Saved data entries
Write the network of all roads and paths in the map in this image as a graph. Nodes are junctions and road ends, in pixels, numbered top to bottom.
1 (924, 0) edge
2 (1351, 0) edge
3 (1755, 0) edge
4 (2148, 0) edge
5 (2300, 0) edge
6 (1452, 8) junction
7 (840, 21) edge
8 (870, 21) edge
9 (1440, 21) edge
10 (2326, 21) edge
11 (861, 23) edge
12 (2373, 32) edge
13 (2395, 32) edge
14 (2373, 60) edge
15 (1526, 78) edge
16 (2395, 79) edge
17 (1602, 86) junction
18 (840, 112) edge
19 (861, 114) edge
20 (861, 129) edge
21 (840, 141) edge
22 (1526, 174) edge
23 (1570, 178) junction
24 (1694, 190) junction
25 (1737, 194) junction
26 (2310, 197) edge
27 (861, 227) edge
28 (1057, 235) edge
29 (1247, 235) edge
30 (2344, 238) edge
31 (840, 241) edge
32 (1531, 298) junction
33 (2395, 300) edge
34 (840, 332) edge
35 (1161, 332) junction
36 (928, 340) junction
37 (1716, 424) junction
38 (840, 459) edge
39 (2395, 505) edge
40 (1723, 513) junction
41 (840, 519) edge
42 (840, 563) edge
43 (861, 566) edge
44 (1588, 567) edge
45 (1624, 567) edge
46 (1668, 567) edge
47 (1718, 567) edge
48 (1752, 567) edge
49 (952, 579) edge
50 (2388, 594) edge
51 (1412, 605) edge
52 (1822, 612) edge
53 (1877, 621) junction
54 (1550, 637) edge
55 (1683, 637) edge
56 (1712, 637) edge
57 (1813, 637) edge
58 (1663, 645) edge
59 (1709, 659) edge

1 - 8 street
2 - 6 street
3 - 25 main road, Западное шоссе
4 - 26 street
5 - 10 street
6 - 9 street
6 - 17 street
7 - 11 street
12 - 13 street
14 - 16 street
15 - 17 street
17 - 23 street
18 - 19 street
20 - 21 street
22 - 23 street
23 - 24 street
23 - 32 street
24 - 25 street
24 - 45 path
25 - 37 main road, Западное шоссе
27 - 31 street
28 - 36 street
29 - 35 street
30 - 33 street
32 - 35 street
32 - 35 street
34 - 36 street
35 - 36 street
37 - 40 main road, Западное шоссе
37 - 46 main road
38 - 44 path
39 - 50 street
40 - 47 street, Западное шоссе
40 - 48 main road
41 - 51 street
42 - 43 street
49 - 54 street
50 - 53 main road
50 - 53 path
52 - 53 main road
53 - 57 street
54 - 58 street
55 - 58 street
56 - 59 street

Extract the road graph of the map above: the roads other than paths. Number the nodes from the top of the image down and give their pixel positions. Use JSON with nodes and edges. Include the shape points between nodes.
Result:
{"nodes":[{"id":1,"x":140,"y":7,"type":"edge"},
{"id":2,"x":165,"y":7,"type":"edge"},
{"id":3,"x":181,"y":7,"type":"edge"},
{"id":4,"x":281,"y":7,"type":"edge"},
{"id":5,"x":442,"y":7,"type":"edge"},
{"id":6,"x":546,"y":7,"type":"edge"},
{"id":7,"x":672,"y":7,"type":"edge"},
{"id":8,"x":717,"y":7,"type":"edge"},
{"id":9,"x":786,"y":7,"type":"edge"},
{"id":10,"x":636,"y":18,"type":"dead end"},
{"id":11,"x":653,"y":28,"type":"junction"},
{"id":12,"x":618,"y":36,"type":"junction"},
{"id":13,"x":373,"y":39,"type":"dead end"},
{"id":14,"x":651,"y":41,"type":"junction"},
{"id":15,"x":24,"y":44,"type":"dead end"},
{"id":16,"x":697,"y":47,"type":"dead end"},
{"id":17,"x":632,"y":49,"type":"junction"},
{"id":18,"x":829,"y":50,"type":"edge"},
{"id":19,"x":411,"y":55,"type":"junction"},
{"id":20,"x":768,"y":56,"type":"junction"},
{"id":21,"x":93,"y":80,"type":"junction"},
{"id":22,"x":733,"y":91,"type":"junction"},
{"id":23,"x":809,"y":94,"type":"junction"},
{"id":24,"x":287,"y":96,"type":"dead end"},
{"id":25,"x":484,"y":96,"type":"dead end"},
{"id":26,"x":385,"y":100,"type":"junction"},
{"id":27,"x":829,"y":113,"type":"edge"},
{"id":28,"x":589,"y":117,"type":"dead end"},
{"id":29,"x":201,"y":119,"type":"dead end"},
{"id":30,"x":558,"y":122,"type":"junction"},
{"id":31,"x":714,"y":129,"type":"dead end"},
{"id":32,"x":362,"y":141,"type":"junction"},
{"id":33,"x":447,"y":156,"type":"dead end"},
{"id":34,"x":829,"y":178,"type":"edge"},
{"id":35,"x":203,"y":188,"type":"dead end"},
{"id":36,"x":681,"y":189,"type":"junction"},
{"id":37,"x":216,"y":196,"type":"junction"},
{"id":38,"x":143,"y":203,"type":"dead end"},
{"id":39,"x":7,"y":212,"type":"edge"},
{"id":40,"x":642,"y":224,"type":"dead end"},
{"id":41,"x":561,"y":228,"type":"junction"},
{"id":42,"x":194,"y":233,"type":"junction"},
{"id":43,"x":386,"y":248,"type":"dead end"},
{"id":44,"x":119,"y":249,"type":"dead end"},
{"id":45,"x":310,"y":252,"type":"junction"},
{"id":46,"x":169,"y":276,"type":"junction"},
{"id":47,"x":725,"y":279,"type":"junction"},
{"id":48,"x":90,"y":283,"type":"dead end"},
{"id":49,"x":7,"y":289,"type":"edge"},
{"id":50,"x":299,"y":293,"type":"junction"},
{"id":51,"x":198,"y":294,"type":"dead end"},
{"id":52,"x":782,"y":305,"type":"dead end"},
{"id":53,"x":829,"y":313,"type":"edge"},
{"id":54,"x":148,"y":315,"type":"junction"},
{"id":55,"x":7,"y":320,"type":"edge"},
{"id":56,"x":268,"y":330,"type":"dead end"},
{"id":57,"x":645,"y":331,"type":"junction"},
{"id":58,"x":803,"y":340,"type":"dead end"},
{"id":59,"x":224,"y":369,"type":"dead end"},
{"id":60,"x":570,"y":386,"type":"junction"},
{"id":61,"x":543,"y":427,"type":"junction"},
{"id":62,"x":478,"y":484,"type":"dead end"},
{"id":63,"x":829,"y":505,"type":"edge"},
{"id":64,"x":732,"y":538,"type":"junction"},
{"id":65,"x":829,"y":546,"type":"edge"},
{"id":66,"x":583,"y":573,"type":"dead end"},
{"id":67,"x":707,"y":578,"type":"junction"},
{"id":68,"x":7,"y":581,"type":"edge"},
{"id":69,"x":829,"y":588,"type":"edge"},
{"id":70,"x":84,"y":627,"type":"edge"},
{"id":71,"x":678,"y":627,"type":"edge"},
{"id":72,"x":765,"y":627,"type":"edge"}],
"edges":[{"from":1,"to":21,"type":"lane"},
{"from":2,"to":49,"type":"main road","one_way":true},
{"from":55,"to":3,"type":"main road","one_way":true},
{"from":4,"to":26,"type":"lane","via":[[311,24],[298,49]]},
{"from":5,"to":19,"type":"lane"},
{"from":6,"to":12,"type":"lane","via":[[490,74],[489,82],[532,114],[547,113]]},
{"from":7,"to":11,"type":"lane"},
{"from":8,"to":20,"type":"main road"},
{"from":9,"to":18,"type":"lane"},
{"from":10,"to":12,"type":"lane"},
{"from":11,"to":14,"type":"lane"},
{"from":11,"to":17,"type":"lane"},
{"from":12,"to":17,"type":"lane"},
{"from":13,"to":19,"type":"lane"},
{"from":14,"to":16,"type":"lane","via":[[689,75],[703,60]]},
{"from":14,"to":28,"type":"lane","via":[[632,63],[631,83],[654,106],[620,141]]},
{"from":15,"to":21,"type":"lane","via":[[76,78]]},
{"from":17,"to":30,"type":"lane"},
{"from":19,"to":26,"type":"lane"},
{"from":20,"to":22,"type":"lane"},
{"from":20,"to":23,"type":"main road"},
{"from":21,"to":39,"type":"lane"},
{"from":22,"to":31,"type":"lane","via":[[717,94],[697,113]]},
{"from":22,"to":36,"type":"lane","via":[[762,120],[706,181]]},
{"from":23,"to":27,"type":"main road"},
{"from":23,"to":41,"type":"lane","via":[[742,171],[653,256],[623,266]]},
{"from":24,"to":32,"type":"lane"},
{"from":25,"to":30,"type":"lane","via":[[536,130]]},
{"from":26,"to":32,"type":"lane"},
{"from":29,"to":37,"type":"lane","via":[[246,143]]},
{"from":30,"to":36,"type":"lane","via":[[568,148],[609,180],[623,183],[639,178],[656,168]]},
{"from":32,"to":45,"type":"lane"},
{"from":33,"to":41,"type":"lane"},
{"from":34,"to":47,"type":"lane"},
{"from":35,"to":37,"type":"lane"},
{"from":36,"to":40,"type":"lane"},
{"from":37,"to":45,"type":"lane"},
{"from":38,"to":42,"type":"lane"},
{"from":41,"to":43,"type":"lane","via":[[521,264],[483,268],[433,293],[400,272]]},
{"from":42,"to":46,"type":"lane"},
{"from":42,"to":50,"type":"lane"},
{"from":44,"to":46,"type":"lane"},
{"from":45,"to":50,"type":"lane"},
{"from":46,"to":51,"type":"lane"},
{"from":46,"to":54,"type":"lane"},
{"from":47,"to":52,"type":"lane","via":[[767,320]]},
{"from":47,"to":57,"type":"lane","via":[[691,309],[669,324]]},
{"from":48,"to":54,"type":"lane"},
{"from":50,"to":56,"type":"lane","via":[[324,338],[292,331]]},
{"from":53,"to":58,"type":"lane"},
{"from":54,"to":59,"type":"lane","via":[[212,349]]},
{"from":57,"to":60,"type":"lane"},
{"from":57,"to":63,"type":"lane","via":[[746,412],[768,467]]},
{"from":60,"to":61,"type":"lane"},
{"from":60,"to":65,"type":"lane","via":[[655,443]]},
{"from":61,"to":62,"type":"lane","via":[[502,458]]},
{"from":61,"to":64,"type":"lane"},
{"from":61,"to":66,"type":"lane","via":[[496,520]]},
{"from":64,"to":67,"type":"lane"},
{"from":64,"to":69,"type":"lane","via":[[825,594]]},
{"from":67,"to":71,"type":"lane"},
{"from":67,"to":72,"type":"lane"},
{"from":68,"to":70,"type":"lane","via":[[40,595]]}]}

# [Exercise]
Look through the data above for the string "true" and copy every line where it appears.

# [Output of the exercise]
{"from":2,"to":49,"type":"main road","one_way":true},
{"from":55,"to":3,"type":"main road","one_way":true},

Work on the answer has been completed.